I am old, human–even by our reckoning–old enough to have seen the Riders in all their fleeing glory, old enough to have spoken with their last leader, Vrael, who paid tribute to me within these very walls.

According to the Inheritance Wiki (There really is a Wiki for everything), roughly 100 years have gone by between Vrael’s death via crotch shot and Saphira’s hatching.

Hrothgar takes a lot of pride in his heritage, as well as his age. But then, after Eragon says he wouldn’t be interested in the throne once Galby is slain, Hrothgar says this:

Certainly you would be a kinder king than Galbatorix, but no race should have a leader who does not age or leave the throne.

Oh, you mean a king like you, Hrothgar? Or what about the immortal elves, and their queen, who also doesn’t age or die easily?

This would sound more like a piece of wisdom if it wasn’t mired in hypocrisy.

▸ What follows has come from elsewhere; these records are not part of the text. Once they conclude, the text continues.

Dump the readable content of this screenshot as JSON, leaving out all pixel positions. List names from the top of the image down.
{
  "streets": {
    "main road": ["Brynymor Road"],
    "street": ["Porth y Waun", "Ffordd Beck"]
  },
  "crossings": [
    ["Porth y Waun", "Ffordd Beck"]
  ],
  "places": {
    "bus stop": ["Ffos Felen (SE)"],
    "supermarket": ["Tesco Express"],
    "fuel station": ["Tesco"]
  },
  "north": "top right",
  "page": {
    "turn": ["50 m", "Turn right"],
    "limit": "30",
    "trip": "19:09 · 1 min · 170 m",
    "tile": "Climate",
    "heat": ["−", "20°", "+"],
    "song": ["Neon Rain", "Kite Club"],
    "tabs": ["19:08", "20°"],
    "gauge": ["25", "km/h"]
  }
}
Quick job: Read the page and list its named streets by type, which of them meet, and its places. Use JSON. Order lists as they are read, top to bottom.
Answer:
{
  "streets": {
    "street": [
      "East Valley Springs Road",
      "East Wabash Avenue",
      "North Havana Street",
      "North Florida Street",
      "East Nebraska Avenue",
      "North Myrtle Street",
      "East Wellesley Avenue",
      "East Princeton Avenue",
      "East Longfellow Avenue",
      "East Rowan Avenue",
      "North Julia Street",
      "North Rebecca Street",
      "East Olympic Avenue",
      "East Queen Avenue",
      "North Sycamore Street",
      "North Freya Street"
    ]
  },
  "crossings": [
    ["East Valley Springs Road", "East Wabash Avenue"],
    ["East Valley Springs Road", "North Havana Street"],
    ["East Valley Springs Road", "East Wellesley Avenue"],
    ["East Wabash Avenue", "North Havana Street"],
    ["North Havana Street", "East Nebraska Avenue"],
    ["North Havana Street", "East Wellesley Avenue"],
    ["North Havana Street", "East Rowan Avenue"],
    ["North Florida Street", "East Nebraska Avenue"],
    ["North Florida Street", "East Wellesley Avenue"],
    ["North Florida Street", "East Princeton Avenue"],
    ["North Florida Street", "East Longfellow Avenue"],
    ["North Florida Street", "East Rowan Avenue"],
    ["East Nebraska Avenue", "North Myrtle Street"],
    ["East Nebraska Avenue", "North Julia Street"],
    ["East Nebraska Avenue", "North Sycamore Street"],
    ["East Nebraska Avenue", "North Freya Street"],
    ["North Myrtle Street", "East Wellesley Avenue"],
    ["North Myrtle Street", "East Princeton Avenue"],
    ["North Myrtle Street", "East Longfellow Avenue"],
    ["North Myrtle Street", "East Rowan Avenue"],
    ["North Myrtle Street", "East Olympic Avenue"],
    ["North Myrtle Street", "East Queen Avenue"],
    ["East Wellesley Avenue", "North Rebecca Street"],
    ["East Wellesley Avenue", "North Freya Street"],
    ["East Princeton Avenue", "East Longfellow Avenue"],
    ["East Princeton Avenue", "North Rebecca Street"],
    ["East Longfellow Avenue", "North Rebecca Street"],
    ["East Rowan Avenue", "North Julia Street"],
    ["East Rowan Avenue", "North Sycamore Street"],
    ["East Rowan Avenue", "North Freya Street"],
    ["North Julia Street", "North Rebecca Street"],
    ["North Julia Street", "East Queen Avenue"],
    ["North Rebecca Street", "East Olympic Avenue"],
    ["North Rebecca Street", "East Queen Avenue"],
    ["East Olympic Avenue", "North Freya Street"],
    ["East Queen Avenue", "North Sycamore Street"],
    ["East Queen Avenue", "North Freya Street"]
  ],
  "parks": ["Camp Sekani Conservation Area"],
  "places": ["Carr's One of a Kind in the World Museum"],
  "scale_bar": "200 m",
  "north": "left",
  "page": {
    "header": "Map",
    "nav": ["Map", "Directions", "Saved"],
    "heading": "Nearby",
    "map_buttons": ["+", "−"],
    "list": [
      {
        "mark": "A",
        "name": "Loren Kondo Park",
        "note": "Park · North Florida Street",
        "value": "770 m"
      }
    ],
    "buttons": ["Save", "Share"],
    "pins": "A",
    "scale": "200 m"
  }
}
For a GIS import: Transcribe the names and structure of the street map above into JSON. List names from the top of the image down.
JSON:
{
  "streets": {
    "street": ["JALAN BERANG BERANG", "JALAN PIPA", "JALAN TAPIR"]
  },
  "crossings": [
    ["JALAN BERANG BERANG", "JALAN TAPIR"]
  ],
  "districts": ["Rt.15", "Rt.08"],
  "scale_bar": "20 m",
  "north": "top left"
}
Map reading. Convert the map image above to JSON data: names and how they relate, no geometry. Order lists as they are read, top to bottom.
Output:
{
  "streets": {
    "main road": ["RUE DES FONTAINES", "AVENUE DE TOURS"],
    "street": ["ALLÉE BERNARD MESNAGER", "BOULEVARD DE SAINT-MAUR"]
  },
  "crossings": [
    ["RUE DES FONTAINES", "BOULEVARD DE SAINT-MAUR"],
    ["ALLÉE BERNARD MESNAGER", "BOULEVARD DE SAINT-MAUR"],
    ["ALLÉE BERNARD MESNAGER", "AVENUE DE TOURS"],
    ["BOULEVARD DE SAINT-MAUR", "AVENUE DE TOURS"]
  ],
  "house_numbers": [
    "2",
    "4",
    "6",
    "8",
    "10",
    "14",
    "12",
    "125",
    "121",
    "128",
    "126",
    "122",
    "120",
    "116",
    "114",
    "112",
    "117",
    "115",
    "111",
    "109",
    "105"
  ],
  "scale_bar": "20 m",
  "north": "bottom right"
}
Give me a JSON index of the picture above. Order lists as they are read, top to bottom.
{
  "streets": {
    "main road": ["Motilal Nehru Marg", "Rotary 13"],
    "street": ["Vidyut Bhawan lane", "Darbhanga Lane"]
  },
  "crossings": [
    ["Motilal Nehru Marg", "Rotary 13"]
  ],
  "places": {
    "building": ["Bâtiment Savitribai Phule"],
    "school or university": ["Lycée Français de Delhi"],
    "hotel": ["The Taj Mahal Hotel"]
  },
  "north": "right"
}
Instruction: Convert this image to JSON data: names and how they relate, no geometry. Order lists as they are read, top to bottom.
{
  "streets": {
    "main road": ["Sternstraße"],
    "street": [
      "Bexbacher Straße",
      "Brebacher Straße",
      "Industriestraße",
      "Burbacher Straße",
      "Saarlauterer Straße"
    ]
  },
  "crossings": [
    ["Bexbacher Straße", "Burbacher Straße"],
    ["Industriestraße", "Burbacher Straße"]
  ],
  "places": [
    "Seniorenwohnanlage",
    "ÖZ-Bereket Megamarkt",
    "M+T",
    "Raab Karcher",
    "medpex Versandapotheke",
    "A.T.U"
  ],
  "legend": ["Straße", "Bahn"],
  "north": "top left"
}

Eragon’s refusal of the throne, at least, sounds like he’s good for the sake of being good. There’s nothing wrong with that; not every character needs to be gritty and angsty with a dark side. It could be an admirable trait, if there was anything else distinguishing about Eragon’s personality. He’s just there, reacting to the situations around him, and doesn’t stand out as an individual in any way.

In the next chapter, Eragon is tested by the Varden to show both his magical abilities and swordsmanship. The Twins are up first, and ask Eragon to do a variety of magical tasks. He faces a few new challenges dealing with them, but after the initial task, we don’t get to see any of it. Everything else is glossed over, so we don’t get to see his creative solutions to the problems. In other chapters we’ll get paragraphs upon paragraphs of description, but when there’s something I actually want to read, it’s shoved out of the way.

In the final task, the Twins challenge Eragon to “summon the essence of silver” from a ring. Eragon doesn’t know how to do this, and they are interrupted by Arya. When he asks her about what the Twins were asking, Arya explains that they were asking him to do…

Something not even they can accomplish. It is possible to speak the true name of an object in the ancient language and summon its true form. It takes years of work and great discipline, but the reward is complete control over the object.

Let’s back up here.

In that (a), the Twins are magically stronger than Eragon and incapable of doing this task.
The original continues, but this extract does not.